━━━ Data for this exercise ━━━

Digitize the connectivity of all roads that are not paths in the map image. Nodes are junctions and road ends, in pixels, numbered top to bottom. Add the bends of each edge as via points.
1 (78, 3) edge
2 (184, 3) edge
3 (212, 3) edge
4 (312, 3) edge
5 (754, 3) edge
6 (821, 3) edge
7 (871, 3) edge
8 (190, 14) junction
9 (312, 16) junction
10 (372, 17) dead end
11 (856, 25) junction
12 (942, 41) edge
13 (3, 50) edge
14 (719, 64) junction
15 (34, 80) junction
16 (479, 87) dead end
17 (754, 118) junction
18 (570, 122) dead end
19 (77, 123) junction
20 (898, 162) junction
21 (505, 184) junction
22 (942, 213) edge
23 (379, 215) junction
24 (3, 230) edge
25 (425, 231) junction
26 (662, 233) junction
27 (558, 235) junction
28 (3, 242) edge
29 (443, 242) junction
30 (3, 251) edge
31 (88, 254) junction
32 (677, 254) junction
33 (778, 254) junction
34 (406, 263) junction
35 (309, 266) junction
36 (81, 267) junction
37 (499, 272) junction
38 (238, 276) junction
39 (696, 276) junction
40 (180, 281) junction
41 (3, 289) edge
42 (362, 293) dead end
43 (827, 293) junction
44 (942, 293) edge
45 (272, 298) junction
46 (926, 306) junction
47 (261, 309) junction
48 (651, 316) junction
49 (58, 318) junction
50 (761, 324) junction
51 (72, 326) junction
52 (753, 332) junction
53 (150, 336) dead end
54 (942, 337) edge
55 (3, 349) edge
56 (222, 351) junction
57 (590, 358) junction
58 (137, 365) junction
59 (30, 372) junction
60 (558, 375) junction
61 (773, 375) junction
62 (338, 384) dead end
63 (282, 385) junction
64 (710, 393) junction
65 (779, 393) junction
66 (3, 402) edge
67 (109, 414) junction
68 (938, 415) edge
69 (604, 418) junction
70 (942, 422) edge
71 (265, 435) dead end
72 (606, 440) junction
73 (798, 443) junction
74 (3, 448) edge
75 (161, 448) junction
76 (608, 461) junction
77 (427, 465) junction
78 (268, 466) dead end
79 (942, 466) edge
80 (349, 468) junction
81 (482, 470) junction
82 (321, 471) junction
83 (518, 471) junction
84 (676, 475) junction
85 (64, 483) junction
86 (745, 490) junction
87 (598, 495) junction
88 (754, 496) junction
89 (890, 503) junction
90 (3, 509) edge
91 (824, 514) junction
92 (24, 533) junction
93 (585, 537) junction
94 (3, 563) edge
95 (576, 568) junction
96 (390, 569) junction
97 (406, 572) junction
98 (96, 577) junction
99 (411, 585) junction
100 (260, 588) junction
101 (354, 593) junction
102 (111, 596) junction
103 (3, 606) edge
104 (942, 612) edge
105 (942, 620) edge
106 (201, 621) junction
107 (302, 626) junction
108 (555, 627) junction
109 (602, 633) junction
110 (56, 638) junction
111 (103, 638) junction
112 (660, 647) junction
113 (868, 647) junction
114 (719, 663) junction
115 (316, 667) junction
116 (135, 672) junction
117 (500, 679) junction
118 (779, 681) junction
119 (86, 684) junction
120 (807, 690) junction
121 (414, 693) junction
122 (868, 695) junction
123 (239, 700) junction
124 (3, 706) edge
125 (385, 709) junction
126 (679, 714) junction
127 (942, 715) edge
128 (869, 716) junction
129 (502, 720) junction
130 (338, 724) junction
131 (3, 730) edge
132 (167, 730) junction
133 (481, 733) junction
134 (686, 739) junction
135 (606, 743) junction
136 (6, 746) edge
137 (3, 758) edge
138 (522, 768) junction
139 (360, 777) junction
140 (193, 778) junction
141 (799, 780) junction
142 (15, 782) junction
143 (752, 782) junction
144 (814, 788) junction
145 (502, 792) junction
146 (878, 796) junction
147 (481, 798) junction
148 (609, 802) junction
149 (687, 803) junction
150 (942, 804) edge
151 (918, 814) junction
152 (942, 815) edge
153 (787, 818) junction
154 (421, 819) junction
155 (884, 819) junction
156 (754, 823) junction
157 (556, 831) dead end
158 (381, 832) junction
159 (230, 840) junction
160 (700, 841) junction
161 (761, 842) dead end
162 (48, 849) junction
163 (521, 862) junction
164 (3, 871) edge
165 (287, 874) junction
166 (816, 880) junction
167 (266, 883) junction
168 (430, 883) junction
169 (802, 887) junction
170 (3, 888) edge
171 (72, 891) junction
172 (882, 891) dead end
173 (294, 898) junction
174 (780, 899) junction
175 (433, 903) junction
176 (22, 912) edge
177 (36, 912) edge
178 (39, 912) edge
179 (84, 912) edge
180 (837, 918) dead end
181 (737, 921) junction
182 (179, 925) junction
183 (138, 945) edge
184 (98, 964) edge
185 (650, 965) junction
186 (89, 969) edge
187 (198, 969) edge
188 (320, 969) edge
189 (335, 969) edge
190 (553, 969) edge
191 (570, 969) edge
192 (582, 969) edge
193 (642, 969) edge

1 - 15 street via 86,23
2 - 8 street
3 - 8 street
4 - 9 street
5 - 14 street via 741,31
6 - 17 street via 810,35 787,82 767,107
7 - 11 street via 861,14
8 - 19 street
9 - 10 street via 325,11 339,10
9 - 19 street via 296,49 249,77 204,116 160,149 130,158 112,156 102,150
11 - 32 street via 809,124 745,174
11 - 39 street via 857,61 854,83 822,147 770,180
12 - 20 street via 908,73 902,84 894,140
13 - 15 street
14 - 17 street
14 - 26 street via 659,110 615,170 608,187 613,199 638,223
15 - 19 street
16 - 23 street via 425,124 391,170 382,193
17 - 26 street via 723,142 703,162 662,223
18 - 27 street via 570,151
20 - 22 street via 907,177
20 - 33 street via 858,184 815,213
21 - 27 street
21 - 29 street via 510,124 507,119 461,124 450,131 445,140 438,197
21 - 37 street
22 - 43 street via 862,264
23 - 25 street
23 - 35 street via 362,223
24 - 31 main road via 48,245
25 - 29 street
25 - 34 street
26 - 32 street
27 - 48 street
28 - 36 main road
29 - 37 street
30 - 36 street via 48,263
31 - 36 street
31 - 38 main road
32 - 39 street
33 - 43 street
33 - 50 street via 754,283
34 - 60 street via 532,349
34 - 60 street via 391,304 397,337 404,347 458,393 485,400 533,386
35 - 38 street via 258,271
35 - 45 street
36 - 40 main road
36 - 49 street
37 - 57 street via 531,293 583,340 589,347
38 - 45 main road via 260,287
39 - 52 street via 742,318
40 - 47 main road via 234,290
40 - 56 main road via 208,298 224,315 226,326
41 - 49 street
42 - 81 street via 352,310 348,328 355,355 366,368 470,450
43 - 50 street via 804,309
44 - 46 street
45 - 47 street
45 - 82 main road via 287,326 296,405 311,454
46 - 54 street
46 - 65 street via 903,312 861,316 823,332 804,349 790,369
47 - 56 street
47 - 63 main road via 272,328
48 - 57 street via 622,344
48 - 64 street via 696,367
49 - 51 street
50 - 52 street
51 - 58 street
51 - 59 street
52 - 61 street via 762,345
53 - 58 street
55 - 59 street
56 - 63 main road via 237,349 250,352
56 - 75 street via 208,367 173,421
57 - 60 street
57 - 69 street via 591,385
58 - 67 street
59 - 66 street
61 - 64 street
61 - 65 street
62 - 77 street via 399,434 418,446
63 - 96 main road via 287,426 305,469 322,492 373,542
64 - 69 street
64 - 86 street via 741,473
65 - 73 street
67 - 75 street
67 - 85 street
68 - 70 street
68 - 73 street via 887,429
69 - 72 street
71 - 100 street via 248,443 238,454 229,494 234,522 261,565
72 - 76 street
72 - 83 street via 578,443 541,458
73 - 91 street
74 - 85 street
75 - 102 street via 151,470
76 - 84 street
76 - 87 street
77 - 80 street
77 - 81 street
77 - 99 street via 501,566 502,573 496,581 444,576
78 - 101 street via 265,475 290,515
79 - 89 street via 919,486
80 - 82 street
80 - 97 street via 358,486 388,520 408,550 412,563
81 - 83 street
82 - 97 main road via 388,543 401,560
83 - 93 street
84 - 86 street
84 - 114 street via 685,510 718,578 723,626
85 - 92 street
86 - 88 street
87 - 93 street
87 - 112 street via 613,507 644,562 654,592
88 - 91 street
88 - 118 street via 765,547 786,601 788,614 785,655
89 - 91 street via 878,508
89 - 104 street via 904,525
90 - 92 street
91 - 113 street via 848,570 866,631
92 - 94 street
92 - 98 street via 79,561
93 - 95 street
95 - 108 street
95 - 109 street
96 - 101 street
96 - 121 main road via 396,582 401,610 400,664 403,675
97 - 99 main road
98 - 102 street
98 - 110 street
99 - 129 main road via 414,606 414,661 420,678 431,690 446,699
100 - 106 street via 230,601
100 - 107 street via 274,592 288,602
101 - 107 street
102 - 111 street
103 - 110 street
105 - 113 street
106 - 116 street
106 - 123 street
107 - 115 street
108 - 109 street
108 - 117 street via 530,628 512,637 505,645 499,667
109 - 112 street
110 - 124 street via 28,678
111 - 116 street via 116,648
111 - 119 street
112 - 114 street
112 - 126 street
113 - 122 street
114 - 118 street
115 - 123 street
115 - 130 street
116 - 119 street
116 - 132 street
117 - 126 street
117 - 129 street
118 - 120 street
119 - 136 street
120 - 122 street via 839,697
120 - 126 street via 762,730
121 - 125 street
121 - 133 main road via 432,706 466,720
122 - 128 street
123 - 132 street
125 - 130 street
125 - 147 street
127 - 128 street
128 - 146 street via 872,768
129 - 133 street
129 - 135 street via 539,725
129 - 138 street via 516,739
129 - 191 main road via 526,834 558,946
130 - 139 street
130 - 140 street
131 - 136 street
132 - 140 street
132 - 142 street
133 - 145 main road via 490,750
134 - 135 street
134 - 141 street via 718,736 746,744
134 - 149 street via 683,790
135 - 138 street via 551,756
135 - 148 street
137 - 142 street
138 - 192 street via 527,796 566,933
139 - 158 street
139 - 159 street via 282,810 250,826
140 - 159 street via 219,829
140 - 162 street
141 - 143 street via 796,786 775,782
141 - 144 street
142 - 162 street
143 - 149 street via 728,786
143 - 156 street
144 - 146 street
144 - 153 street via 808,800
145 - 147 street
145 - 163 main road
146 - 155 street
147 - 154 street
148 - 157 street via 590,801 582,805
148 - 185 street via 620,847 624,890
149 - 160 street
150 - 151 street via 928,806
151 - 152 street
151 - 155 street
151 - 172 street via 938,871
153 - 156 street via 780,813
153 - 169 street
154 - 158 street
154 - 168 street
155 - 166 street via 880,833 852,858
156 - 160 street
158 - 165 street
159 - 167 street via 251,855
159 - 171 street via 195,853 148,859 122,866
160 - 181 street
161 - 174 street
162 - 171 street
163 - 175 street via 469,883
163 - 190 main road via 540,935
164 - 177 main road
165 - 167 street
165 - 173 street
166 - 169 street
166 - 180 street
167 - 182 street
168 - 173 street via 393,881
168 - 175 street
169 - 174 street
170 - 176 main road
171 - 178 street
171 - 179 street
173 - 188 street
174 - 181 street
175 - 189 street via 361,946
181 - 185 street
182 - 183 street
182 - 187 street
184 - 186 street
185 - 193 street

━━━

• **Your goal**
For the word "dead", count the lines of the records above that hold it and state only that count.

• **Solved problem**
12